= Standard of living =

Measure of income, comfort and services

Standard of living is the level of income, comforts and services available to an individual, community or society. A contributing factor to an individual's quality of life, standard of living is generally concerned with objective metrics outside an individual's personal control, such as economic, societal, political, and environmental matters. Individuals or groups use the standard of living to evaluate where to live in the world, or when assessing the success of society.

In international law, an "adequate standard of living" was first described in the Universal Declaration of Human Rights and further described in the International Covenant on Economic, Social and Cultural Rights. To evaluate the impact of policy for sustainable development, different disciplines have defined Decent Living Standards in order to evaluate or compare relative living experience.

During much of its use in economics, improvements to standard of living were thought to be directly connected to economic growth, as well as increase amount of energy consumption and other materials. However, the IPCC Sixth Assessment Report found that literature demonstrates that improvements in sustainable development practices as well as changes in technological efficiency and energy production and use, allow for a Decent Living Standard for all people without fossil fuels and ~15.3 GJ per capita by the end of the 21st century. This allows for climate change mitigation by demand reduction as well as other sustainable development practices.

== Decent living standard ==

The standard of living varies between individuals depending on different aspects of life. The standard of living consists of the individuals having fundamentals such as access to food, clean water, shelter, social safety (the right to feel secure from harm, harassment and discrimination) and qualitative interaction, which all contribute to their wellbeing and what is considered to be a decent living standard.

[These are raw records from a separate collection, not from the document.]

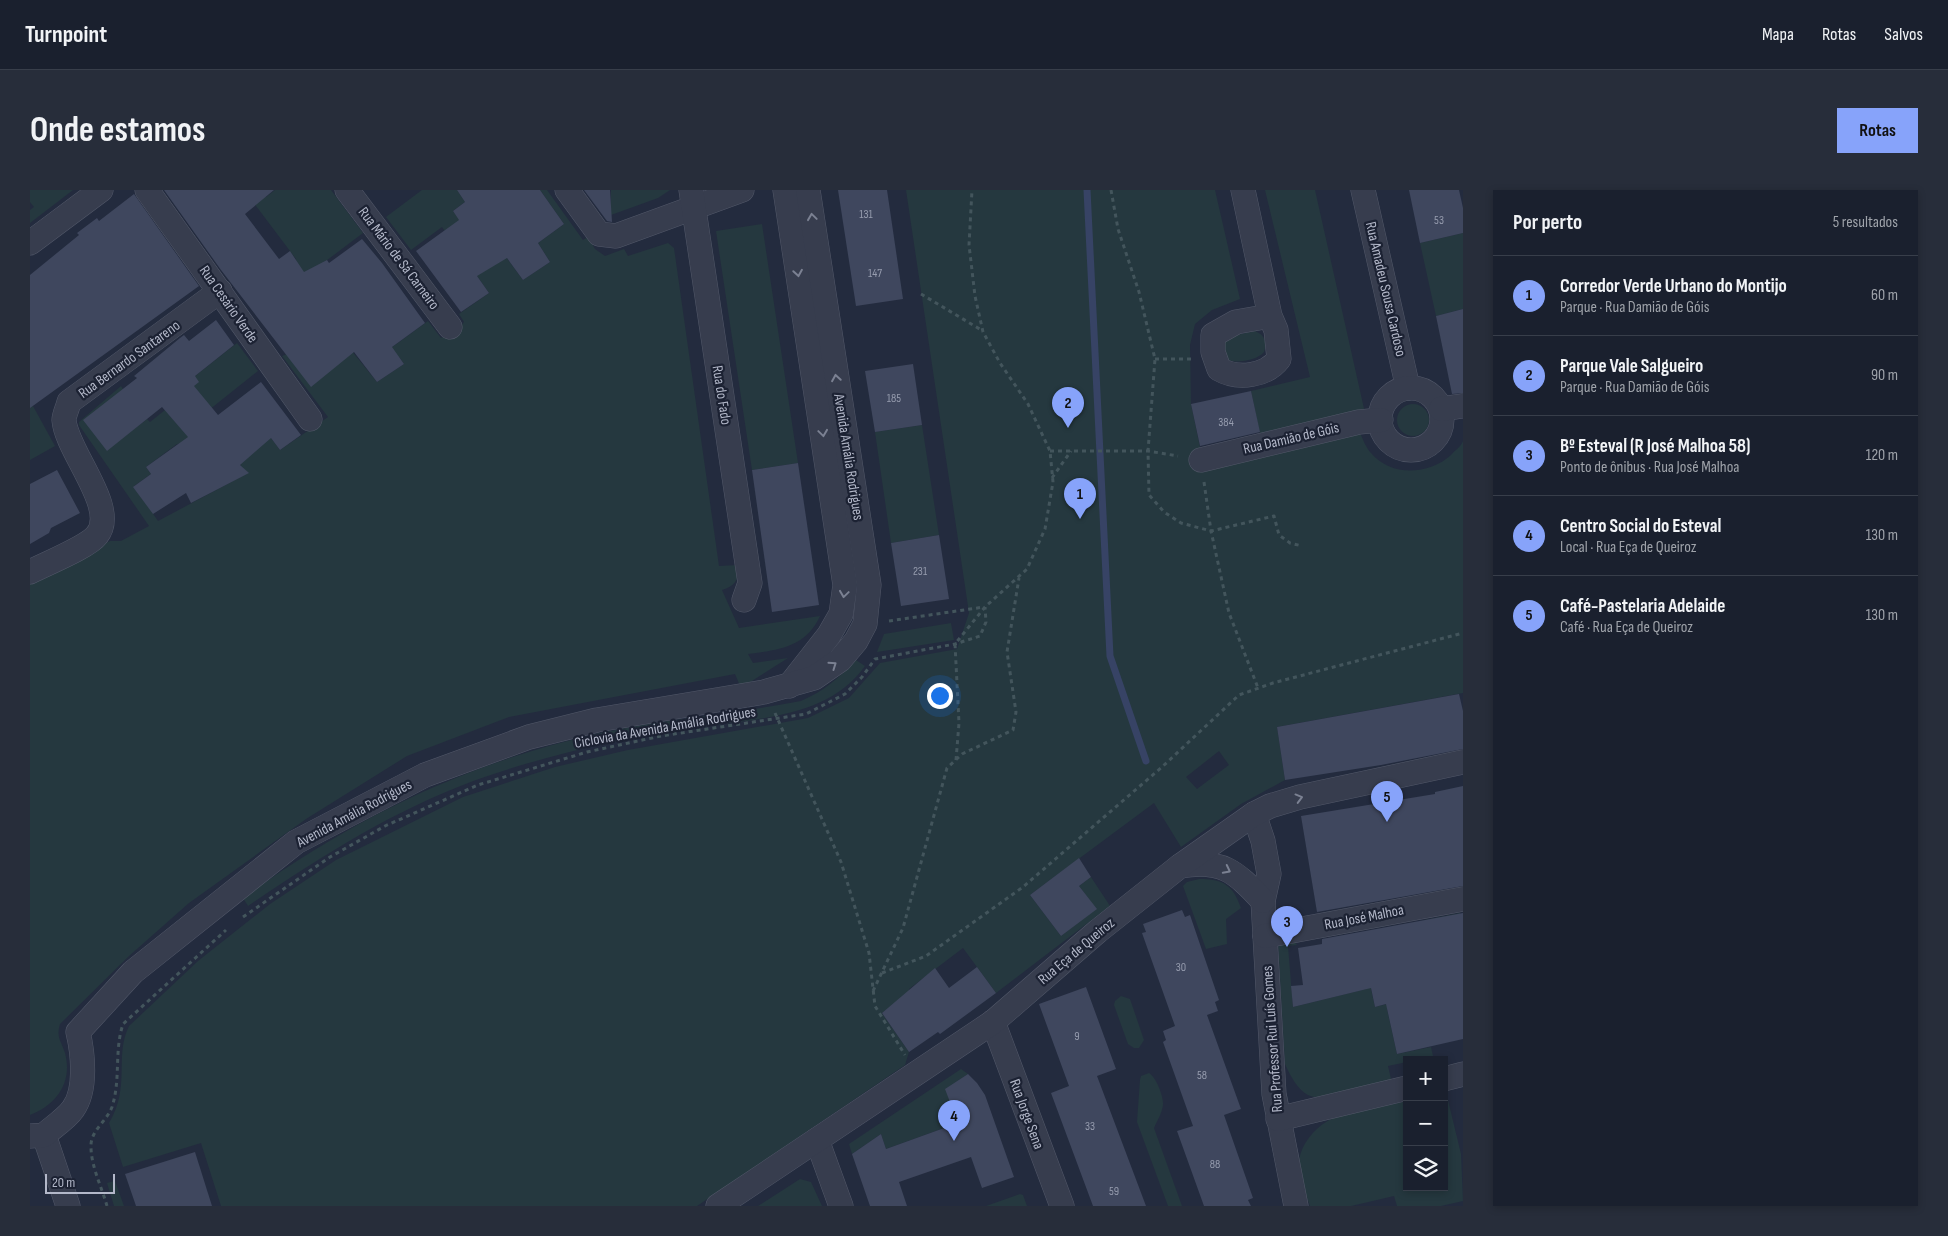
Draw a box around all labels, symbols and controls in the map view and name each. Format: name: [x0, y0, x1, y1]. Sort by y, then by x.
text: Turnpoint: [25, 20, 107, 49]
text: Mapa: [1762, 24, 1794, 45]
text: Rotas: [1822, 24, 1856, 45]
text: Salvos: [1884, 24, 1923, 45]
button: Rotas: [1837, 108, 1918, 153]
text: Onde estamos: [30, 109, 206, 152]
street label: Rua Mário de Sá Carneiro: [354, 203, 443, 313]
house number: 131: [859, 207, 874, 222]
text: Por perto: [1513, 210, 1582, 235]
one-way arrow: [807, 212, 818, 220]
house number: 53: [1434, 213, 1444, 228]
text: 5 resultados: [1833, 213, 1898, 232]
street label: Rua Amadeu Sousa Cardoso: [1361, 220, 1410, 358]
street label: Rua Cesário Verde: [195, 262, 262, 347]
house number: 147: [868, 266, 882, 281]
one-way arrow: [793, 268, 803, 277]
text: Corredor Verde Urbano do Montijo: [1560, 275, 1787, 298]
text: 1: [1526, 286, 1532, 305]
text: 60 m: [1871, 286, 1898, 305]
text: Parque · Rua Damião de Góis: [1560, 298, 1709, 317]
street label: Rua Bernardo Santareno: [75, 316, 184, 403]
text: Parque Vale Salgueiro: [1560, 355, 1703, 378]
street label: Rua do Fado: [707, 364, 736, 426]
text: 2: [1525, 366, 1533, 385]
text: 90 m: [1871, 366, 1898, 385]
one-way arrow: [831, 373, 842, 381]
text: Parque · Rua Damião de Góis: [1560, 378, 1709, 397]
pin: 2: [1052, 387, 1084, 428]
house number: 185: [887, 391, 901, 406]
street label: Avenida Amália Rodrigues: [829, 392, 868, 522]
house number: 384: [1218, 415, 1234, 430]
street label: Rua Damião de Góis: [1241, 418, 1341, 459]
one-way arrow: [817, 430, 828, 438]
text: Bº Esteval (R José Malhoa 58): [1560, 435, 1750, 458]
text: 3: [1525, 446, 1533, 465]
text: 120 m: [1866, 446, 1898, 465]
text: Ponto de ônibus · Rua José Malhoa: [1560, 458, 1739, 477]
pin: 1: [1064, 478, 1096, 519]
text: Centro Social do Esteval: [1560, 515, 1721, 538]
text: 4: [1525, 526, 1533, 545]
text: 130 m: [1866, 526, 1898, 545]
text: Local · Rua Eça de Queiroz: [1560, 538, 1696, 557]
house number: 231: [913, 564, 928, 579]
one-way arrow: [839, 590, 850, 598]
text: Café-Pastelaria Adelaide: [1560, 595, 1725, 618]
text: 5: [1525, 606, 1533, 625]
text: 130 m: [1866, 606, 1898, 625]
text: Café · Rua Eça de Queiroz: [1560, 618, 1693, 637]
one-way arrow: [827, 663, 836, 671]
your location: [927, 683, 953, 709]
street label: Ciclovia da Avenida Amália Rodrigues: [573, 702, 757, 753]
street label: Avenida Amália Rodrigues: [292, 775, 415, 852]
pin: 5: [1371, 781, 1403, 822]
one-way arrow: [1295, 793, 1303, 803]
one-way arrow: [1221, 864, 1230, 874]
street label: Rua José Malhoa: [1323, 900, 1406, 934]
pin: 3: [1271, 906, 1303, 947]
street label: Rua Eça de Queiroz: [1034, 913, 1119, 989]
house number: 30: [1176, 960, 1186, 975]
street label: Rua Professor Rui Luís Gomes: [1258, 965, 1287, 1113]
house number: 9: [1074, 1029, 1080, 1044]
map controls: [1403, 1056, 1448, 1191]
button: +: [1403, 1056, 1448, 1101]
house number: 58: [1197, 1068, 1207, 1083]
street label: Rua Jorge Sena: [1005, 1076, 1048, 1152]
pin: 4: [938, 1100, 970, 1141]
button: −: [1403, 1101, 1448, 1146]
house number: 33: [1085, 1119, 1095, 1134]
button: layers: [1403, 1146, 1448, 1191]
house number: 88: [1210, 1157, 1220, 1172]
scale bar: [45, 1171, 115, 1194]
text: 20 m: [52, 1174, 75, 1191]
house number: 59: [1109, 1184, 1119, 1199]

Commentators use a number of different measures and approaches to establish the decent living standard (DLS). The decent living standard revolves around the idea and principle that a majority of the population demand the fundamentals that will allow them to have shelter, food and water; however these fundamentals is not always able to be maintained for a long period of time.

== Factors considered by scholars ==
Standard of living might be evaluated using a number of characteristics including as the quality and availability of employment, real income, disposable income, class disparity, poverty rate, quality and housing affordability, hours of work required to purchase necessities, gross domestic product, inflation rate, amount of leisure time, access to and quality of healthcare, quality and availability of education, literacy rates, life expectancy, occurrence of diseases, cost of goods and services, infrastructure, access to, quality and affordability of public transportation, national economic growth, economic and political stability, freedom, environmental quality, climate and safety. For the purposes of economics, politics and policy, it is usually compared across time or between groups defined by social, economic or geographical parameters.

Standard of living can be measured by the inflation-adjusted income per person. Due to the income distribution a more representative measure of the median voter living standard is the median income. Other measures such as poverty rate, access and quality of health care, income growth inequality, and educational standards are also used. Examples are access to certain goods (such as the number of refrigerators per 1000 people), or measurement of health such as life expectancy. It is the ease by which people living in a time or place are able to satisfy their needs and/or wants.

There is also the biological standard of living, which pertains to how well the human biological organism fares in its socio-economic environment. It is often measured by the height of a population.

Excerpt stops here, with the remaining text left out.